The console output of the code above would then look like this:

testA with browser: 'Firefox_1024x768' and data set: 'dataSet1'.
testA with browser: 'Firefox_1024x768' and data set: 'dataSet2'.
testA with browser: 'Firefox_1024x768' and data set: 'dataSet3'.
testA with browser: 'Chrome_1024x768' and data set: 'dataSet1'.
testA with browser: 'Chrome_1024x768' and data set: 'dataSet2'.
testA with browser: 'Chrome_1024x768' and data set: 'dataSet3'.
testB with browser: 'Chrome_1024x768' and data set: 'dataSet3'.
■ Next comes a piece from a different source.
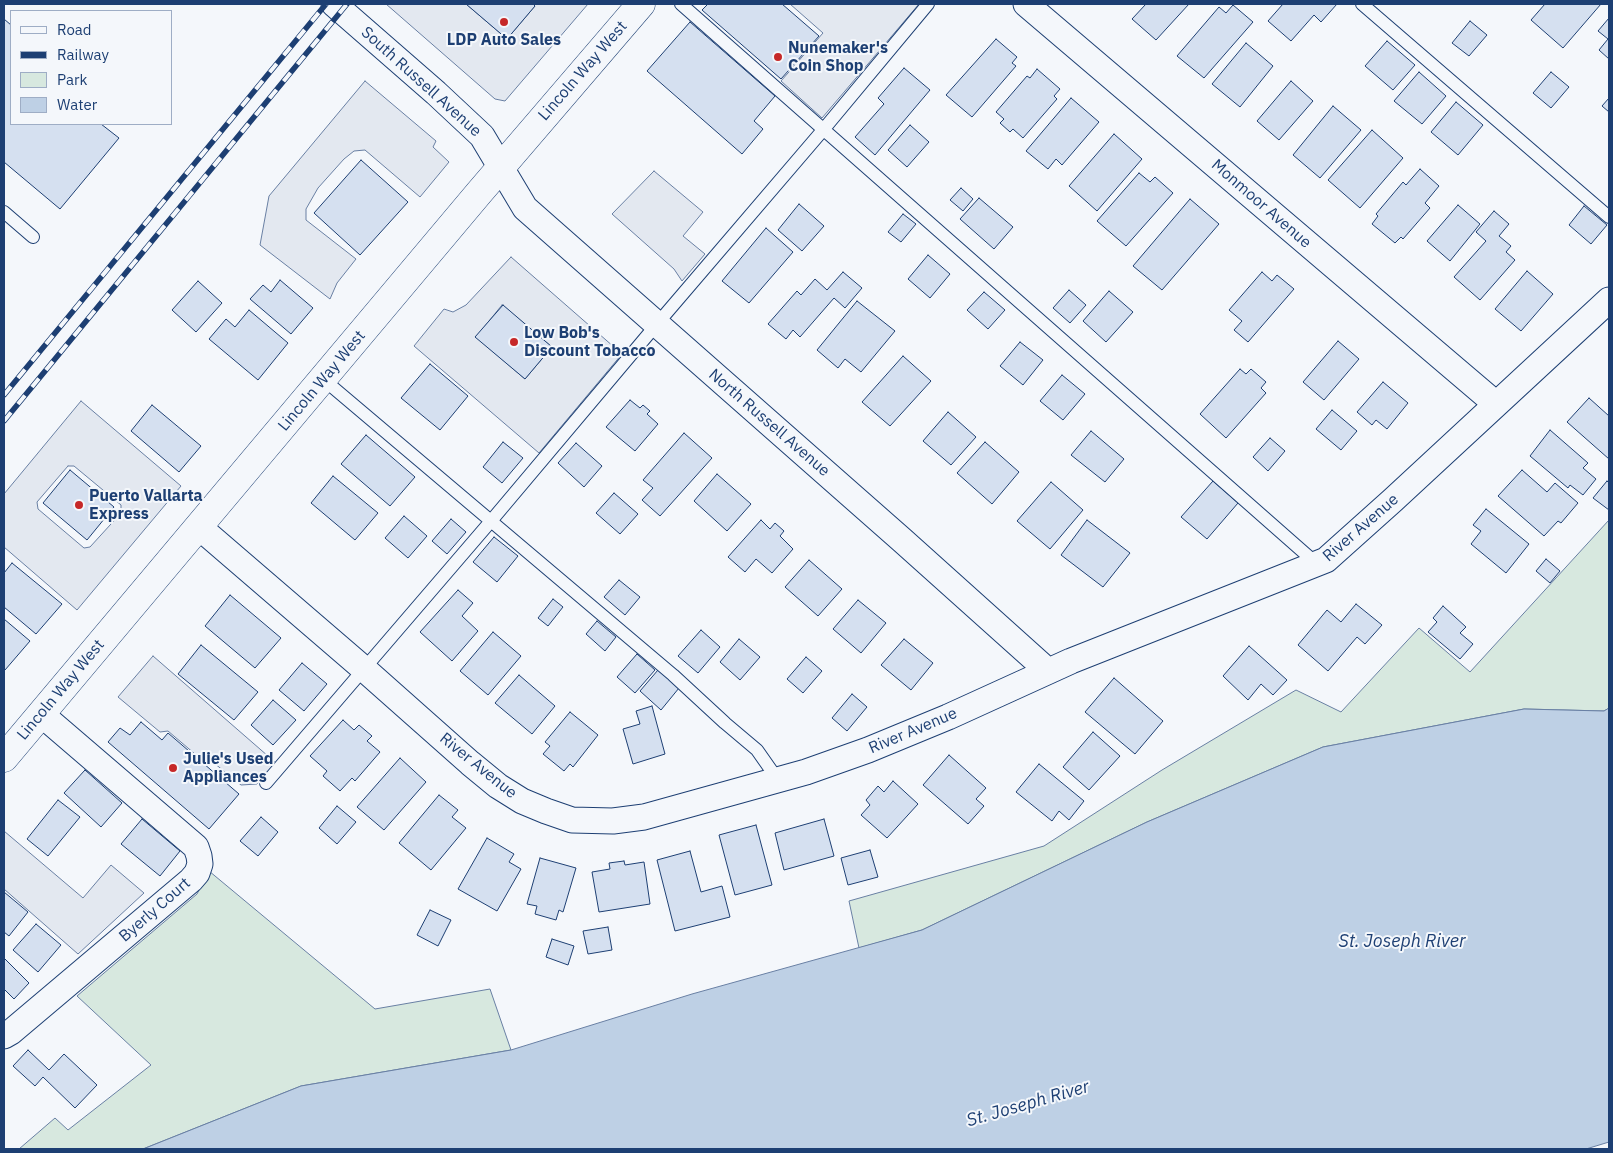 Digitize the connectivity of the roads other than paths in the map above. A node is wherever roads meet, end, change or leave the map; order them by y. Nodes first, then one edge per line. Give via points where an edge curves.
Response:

testB with browser: 'Chrome_1024x768' and data set: 'dataSet2'.
testB with browser: 'Chrome_1024x768' and data set: 'dataSet1'.
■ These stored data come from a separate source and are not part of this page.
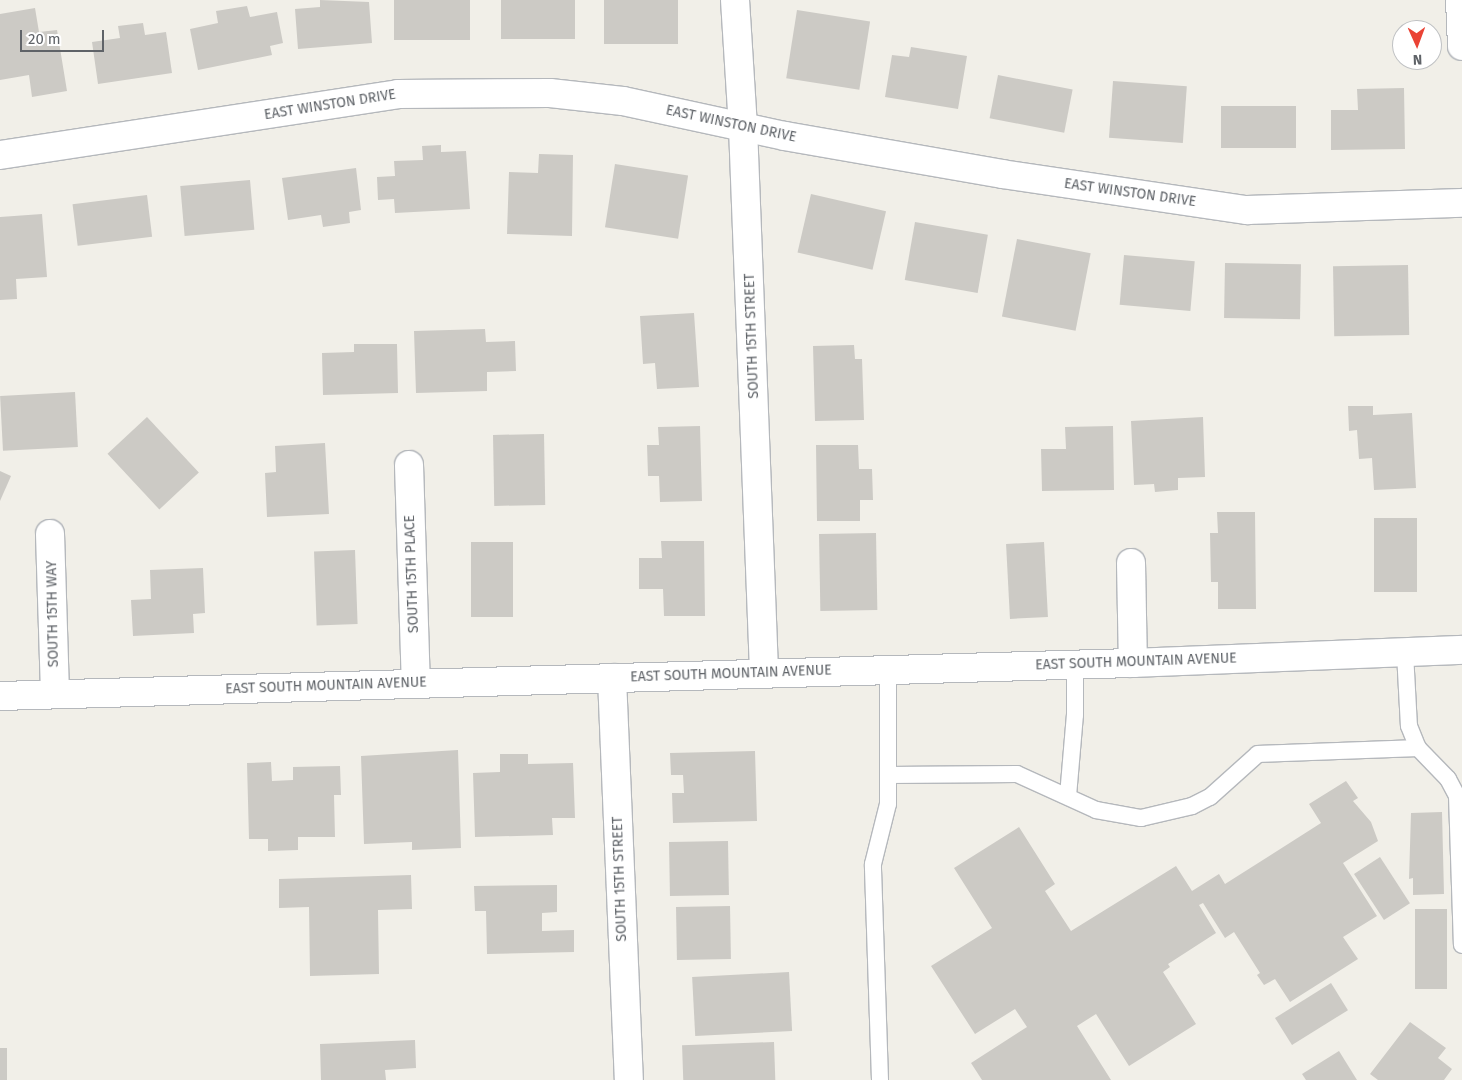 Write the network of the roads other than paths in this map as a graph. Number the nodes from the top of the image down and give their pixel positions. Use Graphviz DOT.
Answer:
graph roads {
  1 [pos="735,0"];
  2 [pos="1460,0"];
  3 [pos="1462,46"];
  4 [pos="743,127"];
  5 [pos="0,156"];
  6 [pos="1462,203"];
  7 [pos="409,464"];
  8 [pos="50,534"];
  9 [pos="1130,564"];
  10 [pos="1462,650"];
  11 [pos="1405,653"];
  12 [pos="1133,663"];
  13 [pos="1075,665"];
  14 [pos="888,670"];
  15 [pos="764,672"];
  16 [pos="612,678"];
  17 [pos="416,684"];
  18 [pos="54,694"];
  19 [pos="0,696"];
  20 [pos="1418,748"];
  21 [pos="888,775"];
  22 [pos="1068,796"];
  23 [pos="1462,945"];
  24 [pos="629,1080"];
  25 [pos="880,1080"];
  1 -- 4 [label="street, SOUTH 15TH STREET"];
  2 -- 3 [label="street"];
  4 -- 5 [label="street, EAST WINSTON DRIVE"];
  4 -- 6 [label="street, EAST WINSTON DRIVE"];
  4 -- 15 [label="street, SOUTH 15TH STREET"];
  7 -- 17 [label="street, SOUTH 15TH PLACE"];
  8 -- 18 [label="street, SOUTH 15TH WAY"];
  9 -- 12 [label="street"];
  10 -- 11 [label="street, EAST SOUTH MOUNTAIN AVENUE"];
  11 -- 12 [label="street, EAST SOUTH MOUNTAIN AVENUE"];
  11 -- 20 [label="lane"];
  12 -- 13 [label="street, EAST SOUTH MOUNTAIN AVENUE"];
  13 -- 14 [label="street, EAST SOUTH MOUNTAIN AVENUE"];
  13 -- 22 [label="lane"];
  14 -- 15 [label="street, EAST SOUTH MOUNTAIN AVENUE"];
  14 -- 21 [label="lane"];
  15 -- 16 [label="street, EAST SOUTH MOUNTAIN AVENUE"];
  16 -- 17 [label="street, EAST SOUTH MOUNTAIN AVENUE"];
  16 -- 24 [label="street, SOUTH 15TH STREET"];
  17 -- 18 [label="street, EAST SOUTH MOUNTAIN AVENUE"];
  18 -- 19 [label="street, EAST SOUTH MOUNTAIN AVENUE"];
  20 -- 22 [label="lane"];
  20 -- 23 [label="lane"];
  21 -- 22 [label="lane"];
  21 -- 25 [label="lane"];
}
testB with browser: 'Firefox_1024x768' and data set: 'dataSet3'.
testB with browser: 'Firefox_1024x768' and data set: 'dataSet2'.
testB with browser: 'Firefox_1024x768' and data set: 'dataSet1'.
testC with browser: 'Chrome_1024x768' and data set: 'dataSet1'.
testC with browser: 'Chrome_1024x768' and data set: 'dataSet2'.
testC with browser: 'Chrome_1024x768' and data set: 'dataSet3'.
testC with browser: 'Firefox_1024x768' and data set: 'dataSet1'.
testC with browser: 'Firefox_1024x768' and data set: 'dataSet2'.
testC with browser: 'Firefox_1024x768' and data set: 'dataSet3'.

Test suite execution

Neodymium and its example projects use Maven as execution environment. For test executions we use the Apache Maven Surefire plugin. By default there is also no particular order for the execution of the test case classes. But you can specify the order by adding the runOrder parameter to the Surefire configuration within the pom.xml file. Please check the official documentation for more details.